Verónica subió a buscar a su hijo menor, que se había escapado jugando por las escaleras. La puerta de la azotea estaba entreabierta. Al asomarse, lo vio: Javier, sentado en una silla de plástico, con la pija fuera, masturbándose fuerte, los ojos cerrados y jadeando su nombre en voz baja.
—Oh, Vero… mamita… cómo me haces esto…
Ella se quedó en silencio, helada… pero excitada.
Bajó sin que él la notara.
Esa noche, Verónica volvió sola a buscar una chaqueta que había olvidado. Tocó la puerta, y fue Javier quien abrió.
—Hola, ¿te dejaron de guardia? —le dijo con una sonrisita pícara.
—Sí… pasá, ya la busco —respondió él, nervioso.
Ella caminó lentamente por el pasillo, sabiendo exactamente lo que hacía. Cuando Javier volvió con la chaqueta, ella lo tomó del brazo.
—Así que te caliento, bebe.
Él se quedó pálido.
—No digas nada —susurró ella—. No grites, no expliques. Solo cierra la puerta.
Javier obedeció. Verónica lo empujó contra la pared, lo besó con furia, le bajó los pantalones y se arrodilló.
—Quiero ver qué tanto te pajeás por mí.
Se metió su pija entera en la boca, hambrienta, desesperada, tragando hasta la base. Javier gimió fuerte, apoyado en la pared, sin poder creerlo.
—¡Tía... digo, Vero!
—Callate —le dijo ella, subiendo la falda, mostrando una tanga diminuta empapada—. ¿Querés esto? Entonces hacelo bien.
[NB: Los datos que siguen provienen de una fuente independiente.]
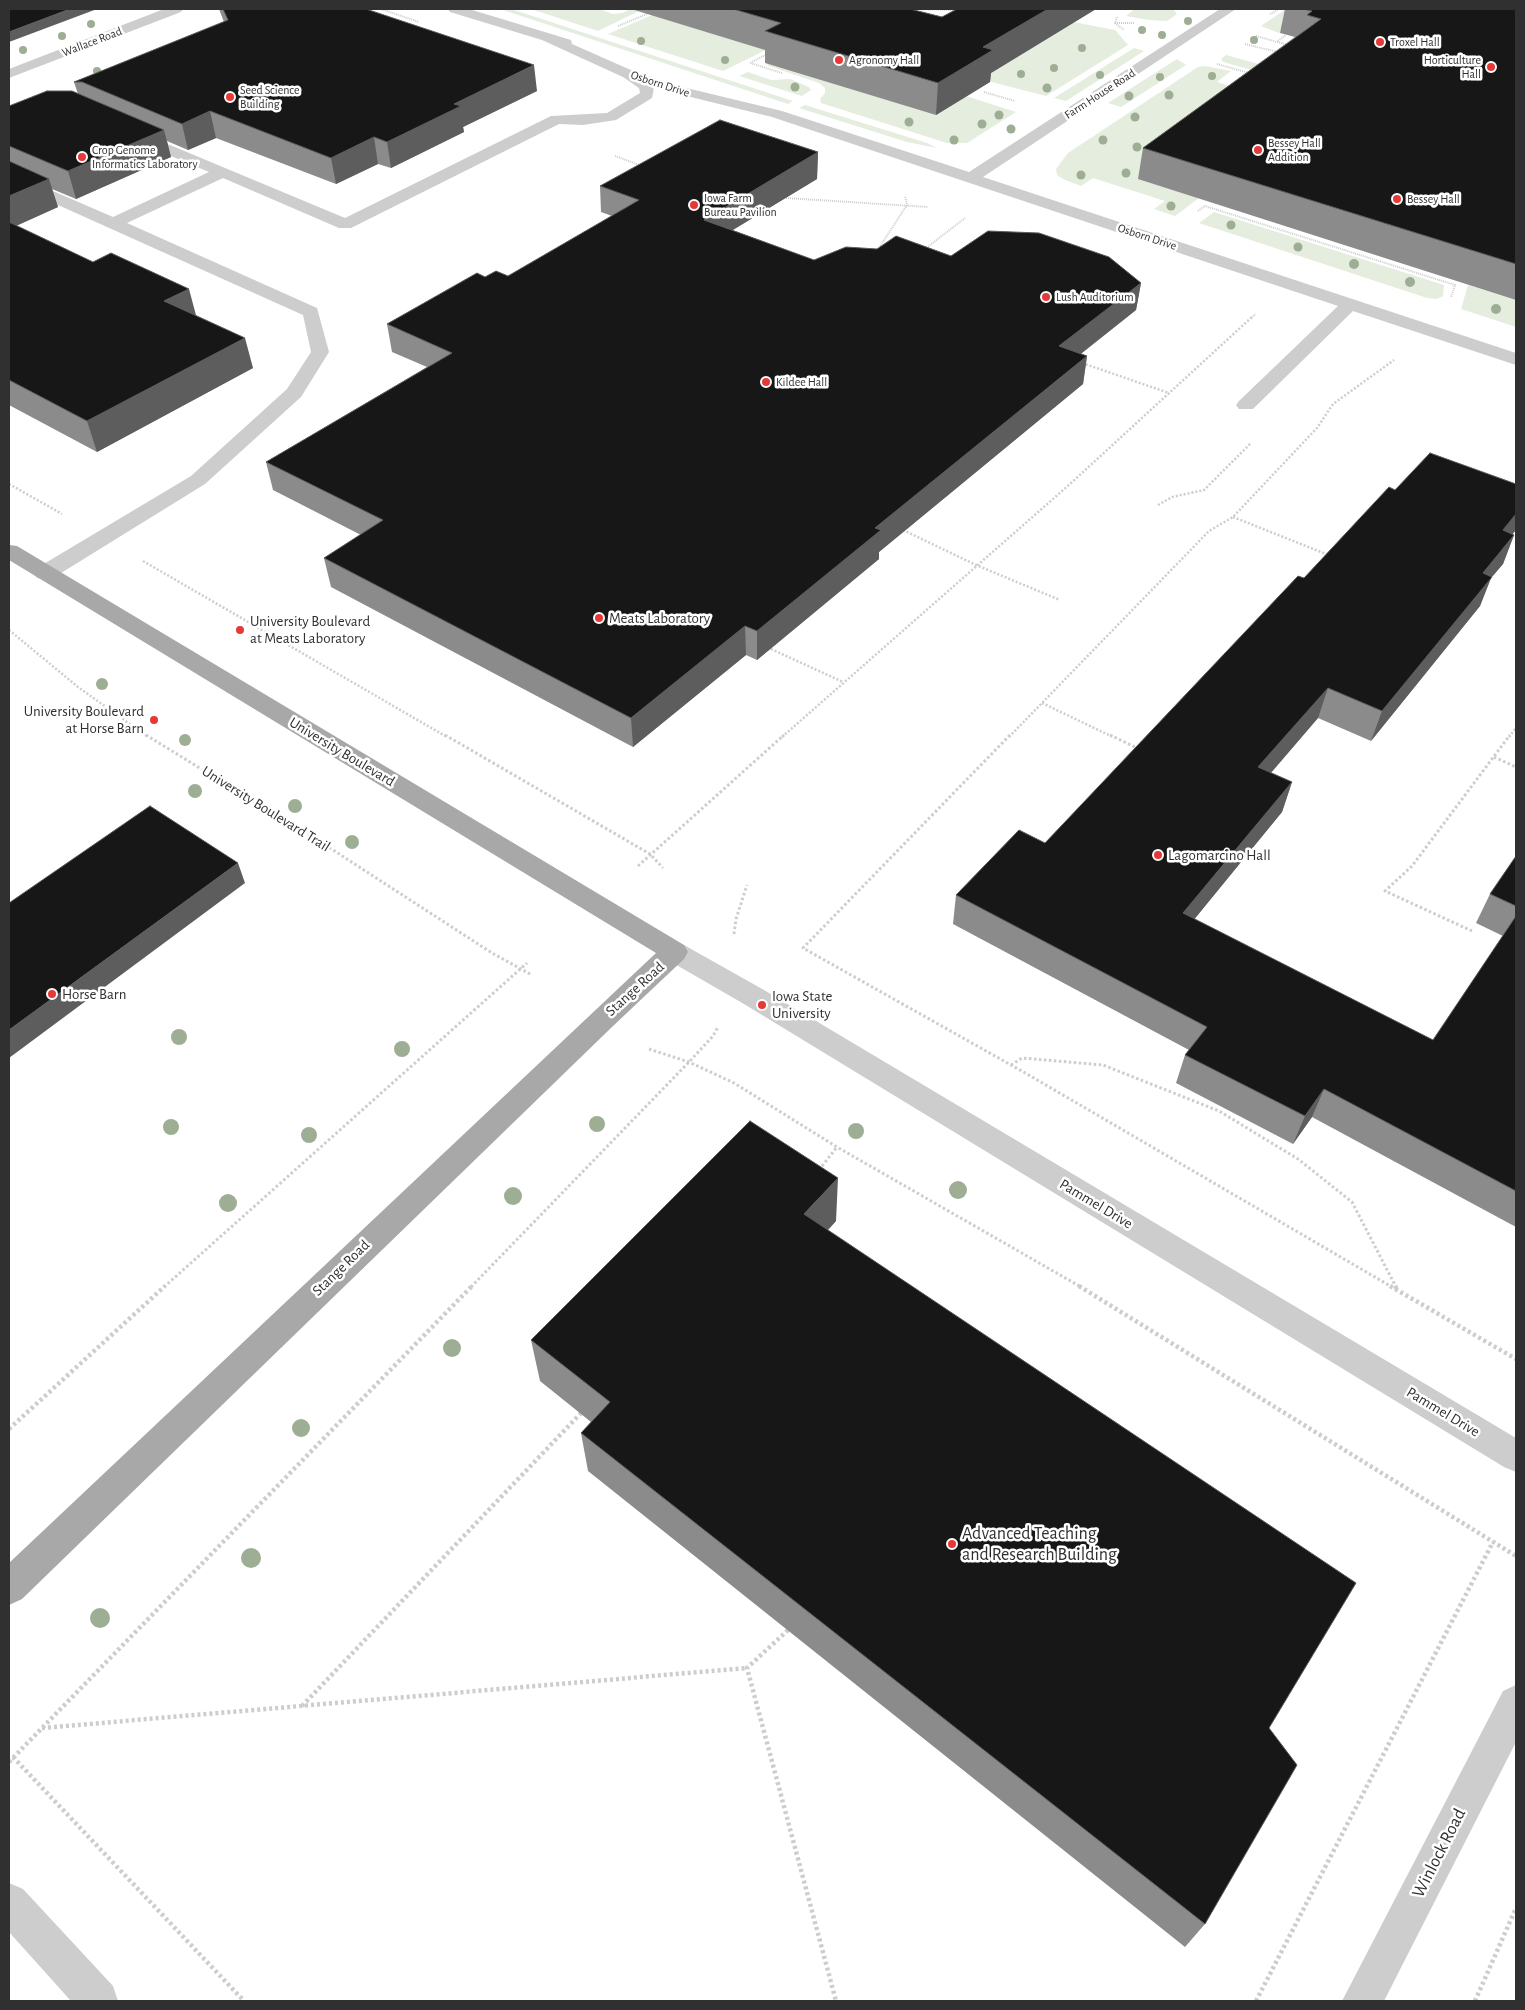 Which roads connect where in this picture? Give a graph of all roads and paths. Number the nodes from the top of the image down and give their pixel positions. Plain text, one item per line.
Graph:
1 (176, 9) edge
2 (455, 9) edge
3 (910, 9) edge
4 (1229, 9) edge
5 (960, 10) edge
6 (647, 14) dead end
7 (615, 27) dead end
8 (1253, 35) dead end
9 (1286, 35) dead end
10 (1239, 42) dead end
11 (1277, 42) junction
12 (1289, 45) junction
13 (1295, 46) edge
14 (1212, 62) dead end
15 (631, 67) junction
16 (1250, 73) edge
17 (9, 74) edge
18 (689, 78) dead end
19 (984, 92) edge
20 (1008, 98) dead end
21 (777, 114) junction
22 (119, 128) edge
23 (608, 154) dead end
24 (645, 167) edge
25 (223, 172) junction
26 (9, 177) edge
27 (971, 178) junction
28 (904, 188) dead end
29 (786, 198) edge
30 (907, 205) junction
31 (1205, 206) edge
32 (936, 208) dead end
33 (1244, 211) edge
34 (966, 216) dead end
35 (1238, 216) junction
36 (112, 224) junction
37 (924, 250) edge
38 (876, 251) edge
39 (1450, 302) dead end
40 (1350, 304) junction
41 (1262, 309) dead end
42 (1398, 356) dead end
43 (1516, 359) edge
44 (1074, 361) edge
45 (1169, 393) junction
46 (1246, 405) dead end
47 (9, 484) edge
48 (1232, 517) junction
49 (898, 528) edge
50 (104, 538) junction
51 (9, 551) edge
52 (1340, 560) edge
53 (976, 565) junction
54 (45, 573) junction
55 (1060, 600) dead end
56 (9, 630) edge
57 (771, 649) edge
58 (843, 682) junction
59 (1042, 703) junction
60 (1516, 728) edge
61 (1147, 753) edge
62 (1494, 757) junction
63 (1516, 767) edge
64 (650, 854) junction
65 (638, 866) dead end
66 (663, 868) dead end
67 (1472, 931) dead end
68 (675, 952) junction
69 (527, 963) dead end
70 (520, 969) junction
71 (532, 975) dead end
72 (713, 1036) dead end
73 (649, 1049) dead end
74 (689, 1062) junction
75 (1011, 1066) junction
76 (837, 1146) junction
77 (815, 1175) edge
78 (1398, 1290) junction
79 (1516, 1359) edge
80 (581, 1413) edge
81 (9, 1429) edge
82 (1516, 1456) edge
83 (1493, 1542) junction
84 (1516, 1556) edge
85 (9, 1587) edge
86 (788, 1630) edge
87 (747, 1668) junction
88 (1516, 1704) edge
89 (302, 1706) junction
90 (42, 1728) junction
91 (13, 1757) junction
92 (9, 1762) edge
93 (9, 1903) edge
94 (1516, 1908) edge
95 (98, 2001) edge
96 (244, 2001) edge
97 (836, 2001) edge
98 (1256, 2001) edge
99 (1362, 2001) edge
100 (1475, 2001) edge

1 - 17 street, Wallace Road
2 - 15 street, Osborn Drive
3 - 5 path
4 - 27 street, Farm House Road
6 - 7 path
8 - 11 path
9 - 11 path
10 - 12 path
11 - 12 path
12 - 13 path
14 - 16 path
15 - 21 street, Osborn Drive
15 - 25 street
18 - 21 street, Osborn Drive
19 - 20 path
21 - 27 street, Osborn Drive
22 - 25 street
23 - 24 path
25 - 36 street
26 - 36 street
27 - 40 street, Osborn Drive
28 - 30 path
29 - 30 path
30 - 32 path
30 - 38 path
31 - 35 path
33 - 35 path
34 - 37 path
35 - 39 path
36 - 50 street
40 - 43 street, Osborn Drive
40 - 46 street
41 - 45 path
42 - 48 path
44 - 45 path
45 - 53 path
47 - 50 path
48 - 52 path
48 - 59 path
49 - 53 path
50 - 54 street
50 - 64 path
51 - 54 main road, University Boulevard
53 - 55 path
53 - 58 path
54 - 68 main road, University Boulevard
56 - 70 path, University Boulevard Trail
57 - 58 path
58 - 64 path
59 - 61 path
59 - 75 path
60 - 62 path
62 - 63 path
62 - 67 path
64 - 65 path
64 - 66 path
68 - 82 street, Pammel Drive
68 - 85 main road, Stange Road
69 - 70 path
70 - 71 path, University Boulevard Trail
70 - 81 path
72 - 74 path
73 - 74 path
74 - 76 path
74 - 90 path
75 - 78 path
75 - 78 path
76 - 77 path
76 - 83 path
78 - 79 path
80 - 89 path
83 - 84 path
83 - 98 path
86 - 87 path
87 - 89 path
87 - 97 path
88 - 99 street, Winlock Road
89 - 90 path
90 - 91 path
91 - 92 path
91 - 96 path
93 - 95 street
94 - 100 path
Se bajó la tanga, le agarró el pene y se lo indrodujo en su concha, se subió sobre él, lo cabalgó contra la pared, jadeando fuerte, rebotando con ese culo que tantas veces él se había imaginado. Los dos sudaban, se mordían, se comían.

—No podés contarle esto a nadie, ¿entendiste? —le decía ella mientras se lo volvía a meter su pija en la concha, esta vez por atrás, mordiéndose los labios—. Será nuestro secreto.
Y así fue como el chico tímido acabó Cogiendose a la mujer más deseada de la familia, en silencio, en la oscuridad, repitiendo ese pecado cada vez que ella iba a “buscar algo olvidado”.
El patio estaba lleno de risas, música y bandejas con empanadas. Era el cumpleaños de la abuela, y toda la familia estaba presente. Pero Javier no podía concentrarse en nada.
Verónica, la esposa del hermano de su madre, había llegado con un vestido rojo ajustadísimo, sin sostén, con una abertura lateral que dejaba ver el nacimiento de sus muslos. Su culo se movía como un péndulo cuando caminaba con la bandeja de saladitos, y sus pezones se marcaban descaradamente cada vez que el viento le pegaba.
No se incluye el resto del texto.